YOUR ASSIGNMENT. The records below are to be restated word for word, with every picture left out.
───── DATA FOR ANALYSIS ─────
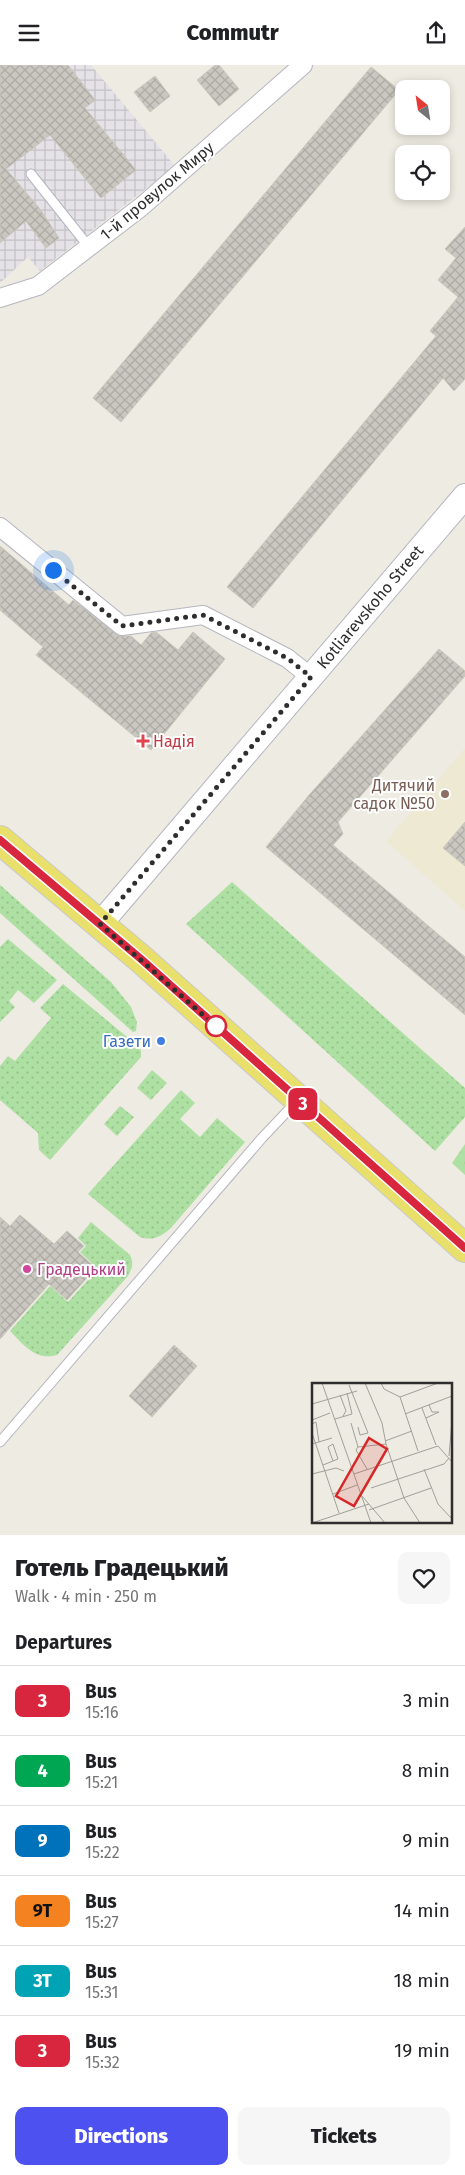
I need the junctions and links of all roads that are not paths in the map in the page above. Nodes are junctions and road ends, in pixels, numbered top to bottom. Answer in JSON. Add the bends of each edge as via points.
{"nodes":[{"id":1,"x":303,"y":65,"type":"edge"},
{"id":2,"x":31,"y":174,"type":"dead end"},
{"id":3,"x":89,"y":247,"type":"junction"},
{"id":4,"x":0,"y":298,"type":"edge"},
{"id":5,"x":465,"y":495,"type":"edge"},
{"id":6,"x":0,"y":527,"type":"edge"},
{"id":7,"x":311,"y":677,"type":"junction"},
{"id":8,"x":0,"y":839,"type":"edge"},
{"id":9,"x":100,"y":924,"type":"junction"},
{"id":10,"x":298,"y":1100,"type":"junction"},
{"id":11,"x":407,"y":1197,"type":"junction"},
{"id":12,"x":465,"y":1231,"type":"edge"},
{"id":13,"x":465,"y":1248,"type":"edge"},
{"id":14,"x":0,"y":1442,"type":"edge"}],
"edges":[{"from":1,"to":3,"type":"street","name":"1-й провулок Миру","via":[[141,207]]},
{"from":2,"to":3,"type":"lane"},
{"from":3,"to":4,"type":"street","name":"1-й провулок Миру","via":[[38,287]]},
{"from":5,"to":7,"type":"street","name":"Kotliarevskoho Street"},
{"from":6,"to":7,"type":"street","via":[[122,626],[203,615],[287,658]]},
{"from":7,"to":9,"type":"street","name":"Kotliarevskoho Street"},
{"from":8,"to":9,"type":"main road"},
{"from":9,"to":10,"type":"main road"},
{"from":10,"to":11,"type":"main road"},
{"from":10,"to":14,"type":"lane"},
{"from":11,"to":12,"type":"main road"},
{"from":11,"to":13,"type":"main road"}]}
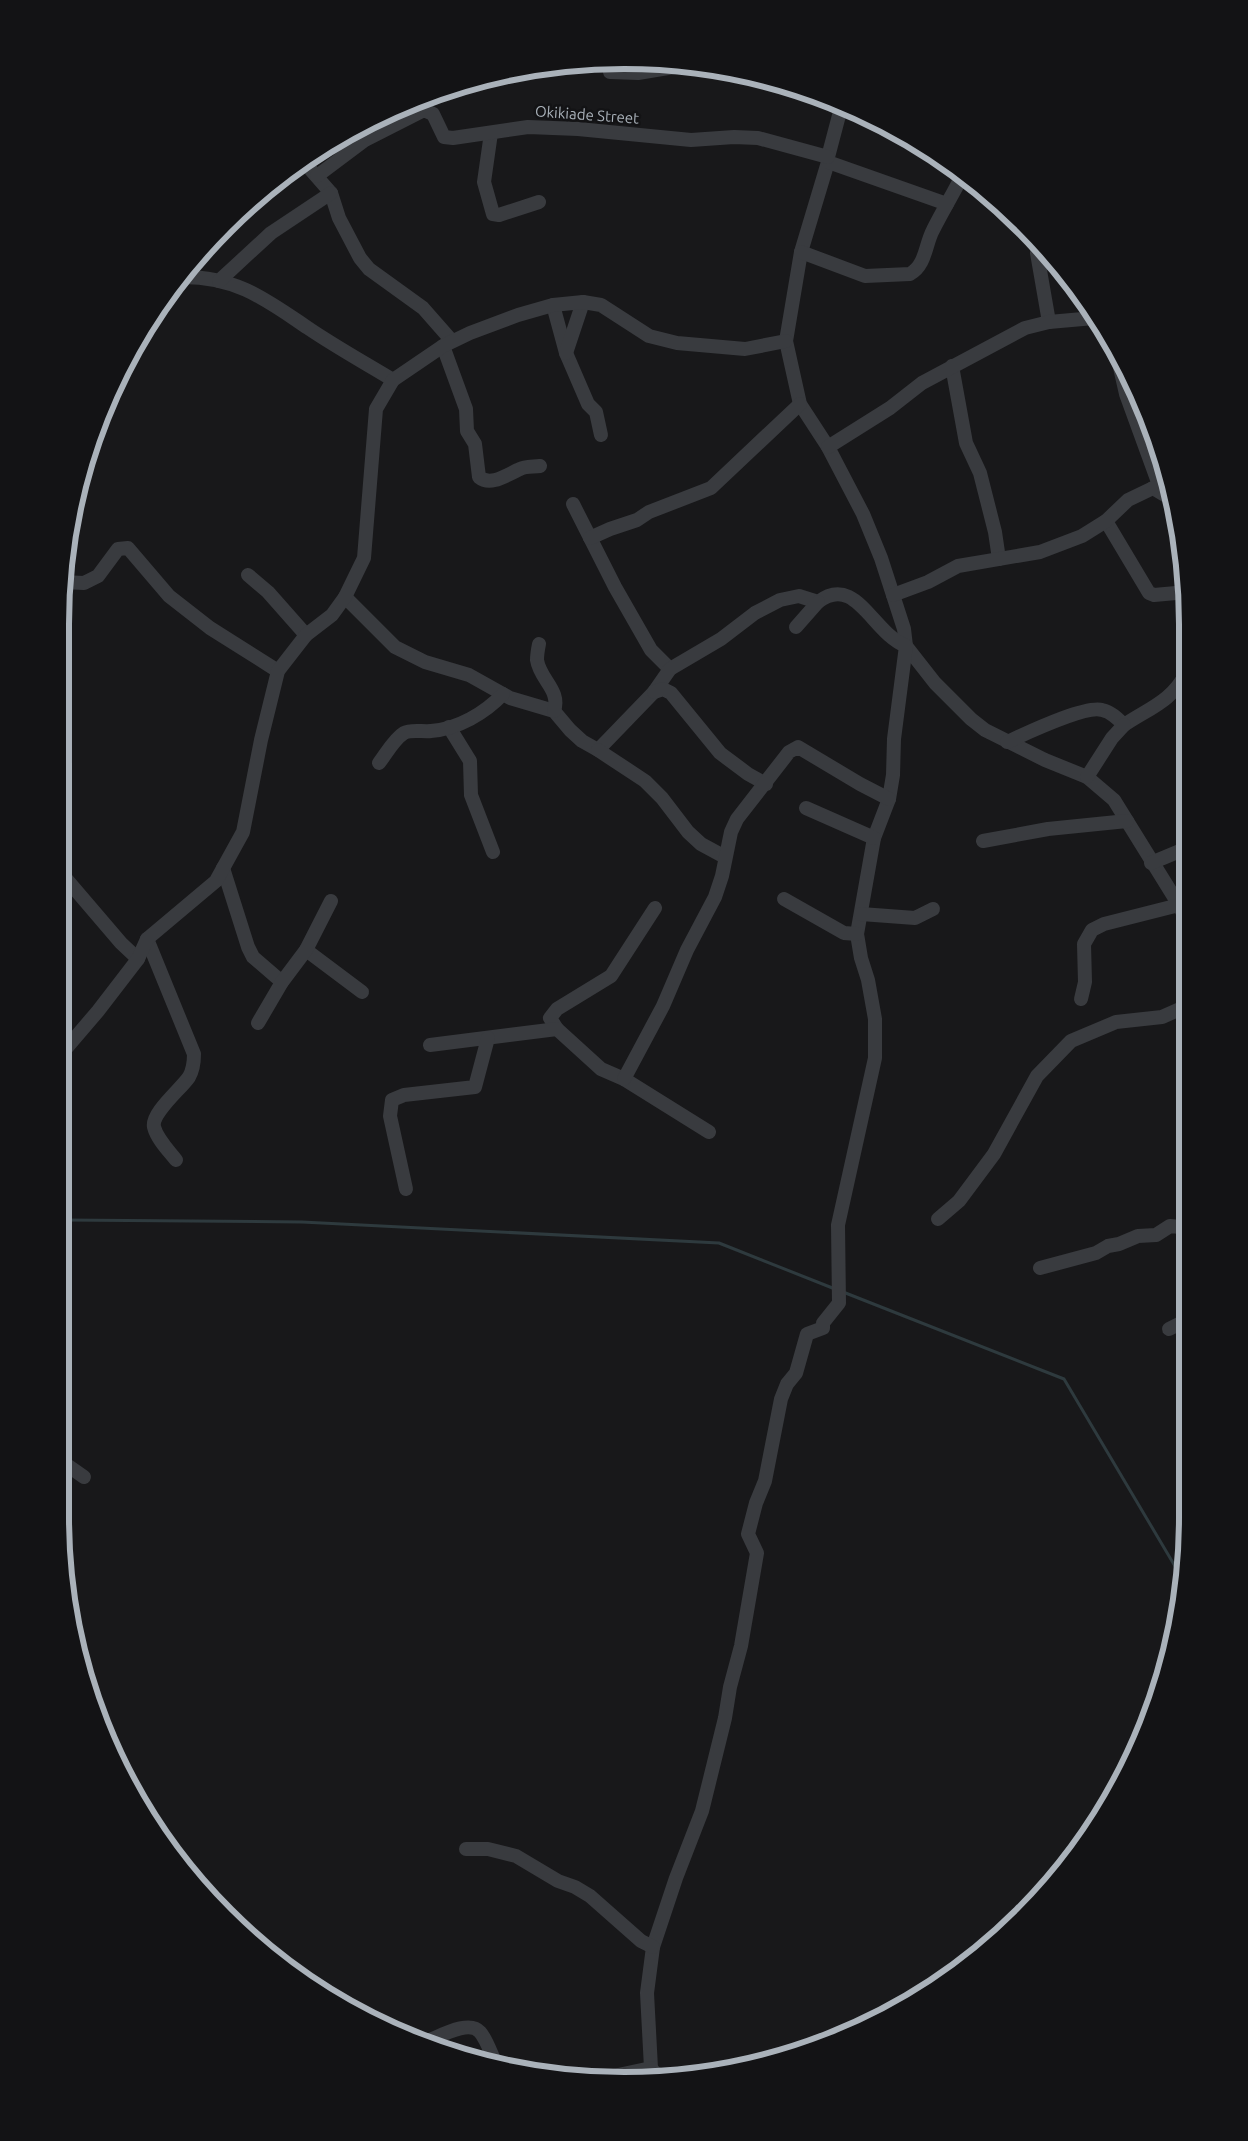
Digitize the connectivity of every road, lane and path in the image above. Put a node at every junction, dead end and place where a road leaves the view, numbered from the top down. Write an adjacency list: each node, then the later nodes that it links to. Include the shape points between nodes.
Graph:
1 (609, 69): 2 (street, via 610,72 638,73)
2 (657, 70)
3 (840, 113): 5 (street)
4 (491, 133): 5 (street, Okikiade Street, via 528,127 578,128 691,140 758,138); 7 (street, Okikiade Street, via 444,137 433,114 424,110 365,140); 10 (street, via 484,182 493,214)
5 (828, 159): 11 (street, Okikiade Street); 12 (street)
6 (309, 167): 7 (street)
7 (318, 176): 9 (street)
8 (959, 181): 11 (street)
9 (331, 193): 15 (street, via 271,233); 21 (street, via 339,218 360,258 369,269 423,308)
10 (539, 202)
11 (947, 204): 12 (street, via 932,233 925,256 917,270 910,274 865,276)
12 (801, 252): 20 (street)
13 (1037, 254): 19 (street)
14 (191, 277): 15 (street)
15 (219, 281): 24 (street, via 245,288)
16 (583, 302): 17 (street); 20 (street, via 601,305 649,336 677,343 745,349); 22 (street)
17 (553, 305): 21 (street, via 518,315); 22 (street)
18 (1088, 319): 19 (street)
19 (1049, 322): 23 (street, via 1025,328)
20 (786, 341): 26 (street)
21 (447, 344): 24 (street); 29 (street, via 466,409 467,431 474,444 478,477 490,481 520,468)
22 (566, 353): 27 (street, via 588,404 596,412)
23 (952, 366): 28 (street, via 922,382 890,408); 35 (street, via 966,443 980,473)
24 (393, 380): 40 (street, via 376,409 364,558)
25 (1123, 380): 30 (street, via 1162,493)
26 (800, 404): 28 (street); 34 (street, via 710,488)
27 (601, 435)
28 (828, 447): 39 (street, via 863,514)
29 (540, 466)
30 (1153, 488): 31 (street); 33 (street, via 1128,500)
31 (1163, 494)
32 (573, 504): 34 (street)
33 (1106, 521): 35 (street, via 1082,536 1040,552); 38 (street, via 1149,593)
34 (590, 538): 46 (street, via 651,650)
35 (999, 559): 39 (street, via 958,566)
36 (248, 576): 43 (street, via 268,592)
37 (71, 582): 47 (street, via 84,583 98,576 118,549 128,548 169,596 210,628)
38 (1178, 593)
39 (894, 595): 45 (street)
40 (345, 597): 43 (street, via 332,615); 50 (street, via 396,647 425,662 469,675)
41 (818, 602): 42 (street); 45 (street, via 824,597 846,594 884,632); 46 (street, via 798,596 780,600 754,613 721,639)
42 (796, 626)
43 (306, 635): 47 (street)
44 (539, 644): 51 (street, via 537,661 555,694)
45 (906, 646): 54 (street, via 935,684 970,719); 59 (street)
46 (670, 669): 49 (street)
47 (278, 671): 68 (street, via 243,832)
48 (1179, 688): 52 (street, via 1163,702)
49 (654, 692): 55 (street); 58 (street, via 663,689 671,693 720,753)
50 (503, 694): 51 (street); 53 (street, via 491,707)
51 (554, 710): 55 (street, via 582,741)
52 (1124, 725): 54 (street, via 1100,709 1063,718); 57 (street)
53 (449, 728): 56 (street, via 407,731 401,734); 65 (street, via 470,762 471,795)
54 (1007, 742): 57 (street)
55 (598, 750): 66 (street, via 645,781 688,832 701,844)
56 (379, 763)
57 (1087, 777): 61 (street, via 1114,800)
58 (766, 784): 59 (street, via 789,752 798,747); 66 (street, via 737,819)
59 (889, 799): 62 (street)
60 (806, 808): 62 (street)
61 (1127, 821): 63 (street, via 1048,829); 67 (street)
62 (874, 838): 75 (street)
63 (984, 841)
64 (1179, 851): 67 (street)
65 (493, 852)
66 (725, 857): 89 (street, via 715,897)
67 (1151, 863): 72 (street)
68 (223, 868): 77 (street, via 216,881); 80 (street, via 253,957)
69 (69, 882): 79 (street, via 121,944)
70 (784, 899): 76 (street, via 844,933)
71 (330, 901): 78 (street)
72 (1179, 905): 82 (street, via 1092,930 1084,944 1085,982)
73 (655, 908): 85 (street, via 611,976 557,1009 550,1018)
74 (933, 909): 75 (street, via 915,918)
75 (861, 914): 76 (street)
76 (857, 934): 101 (street, via 875,1018 875,1058 838,1225 839,1303 823,1323 823,1328 807,1334 796,1373 781,1399 765,1482 748,1534 757,1554 725,1718 702,1811)
77 (147, 939): 79 (street); 91 (street, via 194,1054 189,1076 156,1116 153,1125)
78 (306, 950): 80 (street); 81 (street)
79 (138, 959): 87 (street)
80 (282, 982): 84 (street)
81 (362, 992)
82 (1081, 999)
83 (1179, 1010): 93 (street, via 1162,1017 1116,1022 1071,1041 1037,1076 994,1154 959,1201)
84 (258, 1023)
85 (557, 1028): 86 (street); 89 (street, via 601,1069)
86 (488, 1038): 88 (street); 92 (street, via 475,1087 404,1095 392,1100 390,1116)
87 (69, 1045)
88 (430, 1045)
89 (624, 1079): 90 (street)
90 (709, 1132)
91 (176, 1160)
92 (406, 1189)
93 (938, 1219)
94 (1179, 1227): 95 (street, via 1170,1226 1156,1235 1138,1236 1096,1253)
95 (1040, 1268)
96 (1179, 1324): 97 (street)
97 (1169, 1329)
98 (69, 1466): 99 (street)
99 (84, 1477)
100 (466, 1849): 101 (street, via 516,1856 590,1896 641,1941)
101 (653, 1947): 104 (street, via 648,1993)
102 (434, 2038): 103 (street, via 467,2026 476,2028 482,2033)
103 (492, 2056)
104 (650, 2068): 105 (street); 106 (street); 107 (street)
105 (645, 2071)
106 (654, 2071)
107 (633, 2072)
─────
EXERCISE ANSWER.
I need the junctions and links of all roads that are not paths in the map in the page above. Nodes are junctions and road ends, in pixels, numbered top to bottom. Answer in JSON. Add the bends of each edge as via points.
{"nodes":[{"id":1,"x":303,"y":65,"type":"edge"},
{"id":2,"x":31,"y":174,"type":"dead end"},
{"id":3,"x":89,"y":247,"type":"junction"},
{"id":4,"x":0,"y":298,"type":"edge"},
{"id":5,"x":465,"y":495,"type":"edge"},
{"id":6,"x":0,"y":527,"type":"edge"},
{"id":7,"x":311,"y":677,"type":"junction"},
{"id":8,"x":0,"y":839,"type":"edge"},
{"id":9,"x":100,"y":924,"type":"junction"},
{"id":10,"x":298,"y":1100,"type":"junction"},
{"id":11,"x":407,"y":1197,"type":"junction"},
{"id":12,"x":465,"y":1231,"type":"edge"},
{"id":13,"x":465,"y":1248,"type":"edge"},
{"id":14,"x":0,"y":1442,"type":"edge"}],
"edges":[{"from":1,"to":3,"type":"street","name":"1-й провулок Миру","via":[[141,207]]},
{"from":2,"to":3,"type":"lane"},
{"from":3,"to":4,"type":"street","name":"1-й провулок Миру","via":[[38,287]]},
{"from":5,"to":7,"type":"street","name":"Kotliarevskoho Street"},
{"from":6,"to":7,"type":"street","via":[[122,626],[203,615],[287,658]]},
{"from":7,"to":9,"type":"street","name":"Kotliarevskoho Street"},
{"from":8,"to":9,"type":"main road"},
{"from":9,"to":10,"type":"main road"},
{"from":10,"to":11,"type":"main road"},
{"from":10,"to":14,"type":"lane"},
{"from":11,"to":12,"type":"main road"},
{"from":11,"to":13,"type":"main road"}]}
Digitize the connectivity of every road, lane and path in the image above. Put a node at every junction, dead end and place where a road leaves the view, numbered from the top down. Write an adjacency list: each node, then the later nodes that it links to. Include the shape points between nodes.
Graph:
1 (609, 69): 2 (street, via 610,72 638,73)
2 (657, 70)
3 (840, 113): 5 (street)
4 (491, 133): 5 (street, Okikiade Street, via 528,127 578,128 691,140 758,138); 7 (street, Okikiade Street, via 444,137 433,114 424,110 365,140); 10 (street, via 484,182 493,214)
5 (828, 159): 11 (street, Okikiade Street); 12 (street)
6 (309, 167): 7 (street)
7 (318, 176): 9 (street)
8 (959, 181): 11 (street)
9 (331, 193): 15 (street, via 271,233); 21 (street, via 339,218 360,258 369,269 423,308)
10 (539, 202)
11 (947, 204): 12 (street, via 932,233 925,256 917,270 910,274 865,276)
12 (801, 252): 20 (street)
13 (1037, 254): 19 (street)
14 (191, 277): 15 (street)
15 (219, 281): 24 (street, via 245,288)
16 (583, 302): 17 (street); 20 (street, via 601,305 649,336 677,343 745,349); 22 (street)
17 (553, 305): 21 (street, via 518,315); 22 (street)
18 (1088, 319): 19 (street)
19 (1049, 322): 23 (street, via 1025,328)
20 (786, 341): 26 (street)
21 (447, 344): 24 (street); 29 (street, via 466,409 467,431 474,444 478,477 490,481 520,468)
22 (566, 353): 27 (street, via 588,404 596,412)
23 (952, 366): 28 (street, via 922,382 890,408); 35 (street, via 966,443 980,473)
24 (393, 380): 40 (street, via 376,409 364,558)
25 (1123, 380): 30 (street, via 1162,493)
26 (800, 404): 28 (street); 34 (street, via 710,488)
27 (601, 435)
28 (828, 447): 39 (street, via 863,514)
29 (540, 466)
30 (1153, 488): 31 (street); 33 (street, via 1128,500)
31 (1163, 494)
32 (573, 504): 34 (street)
33 (1106, 521): 35 (street, via 1082,536 1040,552); 38 (street, via 1149,593)
34 (590, 538): 46 (street, via 651,650)
35 (999, 559): 39 (street, via 958,566)
36 (248, 576): 43 (street, via 268,592)
37 (71, 582): 47 (street, via 84,583 98,576 118,549 128,548 169,596 210,628)
38 (1178, 593)
39 (894, 595): 45 (street)
40 (345, 597): 43 (street, via 332,615); 50 (street, via 396,647 425,662 469,675)
41 (818, 602): 42 (street); 45 (street, via 824,597 846,594 884,632); 46 (street, via 798,596 780,600 754,613 721,639)
42 (796, 626)
43 (306, 635): 47 (street)
44 (539, 644): 51 (street, via 537,661 555,694)
45 (906, 646): 54 (street, via 935,684 970,719); 59 (street)
46 (670, 669): 49 (street)
47 (278, 671): 68 (street, via 243,832)
48 (1179, 688): 52 (street, via 1163,702)
49 (654, 692): 55 (street); 58 (street, via 663,689 671,693 720,753)
50 (503, 694): 51 (street); 53 (street, via 491,707)
51 (554, 710): 55 (street, via 582,741)
52 (1124, 725): 54 (street, via 1100,709 1063,718); 57 (street)
53 (449, 728): 56 (street, via 407,731 401,734); 65 (street, via 470,762 471,795)
54 (1007, 742): 57 (street)
55 (598, 750): 66 (street, via 645,781 688,832 701,844)
56 (379, 763)
57 (1087, 777): 61 (street, via 1114,800)
58 (766, 784): 59 (street, via 789,752 798,747); 66 (street, via 737,819)
59 (889, 799): 62 (street)
60 (806, 808): 62 (street)
61 (1127, 821): 63 (street, via 1048,829); 67 (street)
62 (874, 838): 75 (street)
63 (984, 841)
64 (1179, 851): 67 (street)
65 (493, 852)
66 (725, 857): 89 (street, via 715,897)
67 (1151, 863): 72 (street)
68 (223, 868): 77 (street, via 216,881); 80 (street, via 253,957)
69 (69, 882): 79 (street, via 121,944)
70 (784, 899): 76 (street, via 844,933)
71 (330, 901): 78 (street)
72 (1179, 905): 82 (street, via 1092,930 1084,944 1085,982)
73 (655, 908): 85 (street, via 611,976 557,1009 550,1018)
74 (933, 909): 75 (street, via 915,918)
75 (861, 914): 76 (street)
76 (857, 934): 101 (street, via 875,1018 875,1058 838,1225 839,1303 823,1323 823,1328 807,1334 796,1373 781,1399 765,1482 748,1534 757,1554 725,1718 702,1811)
77 (147, 939): 79 (street); 91 (street, via 194,1054 189,1076 156,1116 153,1125)
78 (306, 950): 80 (street); 81 (street)
79 (138, 959): 87 (street)
80 (282, 982): 84 (street)
81 (362, 992)
82 (1081, 999)
83 (1179, 1010): 93 (street, via 1162,1017 1116,1022 1071,1041 1037,1076 994,1154 959,1201)
84 (258, 1023)
85 (557, 1028): 86 (street); 89 (street, via 601,1069)
86 (488, 1038): 88 (street); 92 (street, via 475,1087 404,1095 392,1100 390,1116)
87 (69, 1045)
88 (430, 1045)
89 (624, 1079): 90 (street)
90 (709, 1132)
91 (176, 1160)
92 (406, 1189)
93 (938, 1219)
94 (1179, 1227): 95 (street, via 1170,1226 1156,1235 1138,1236 1096,1253)
95 (1040, 1268)
96 (1179, 1324): 97 (street)
97 (1169, 1329)
98 (69, 1466): 99 (street)
99 (84, 1477)
100 (466, 1849): 101 (street, via 516,1856 590,1896 641,1941)
101 (653, 1947): 104 (street, via 648,1993)
102 (434, 2038): 103 (street, via 467,2026 476,2028 482,2033)
103 (492, 2056)
104 (650, 2068): 105 (street); 106 (street); 107 (street)
105 (645, 2071)
106 (654, 2071)
107 (633, 2072)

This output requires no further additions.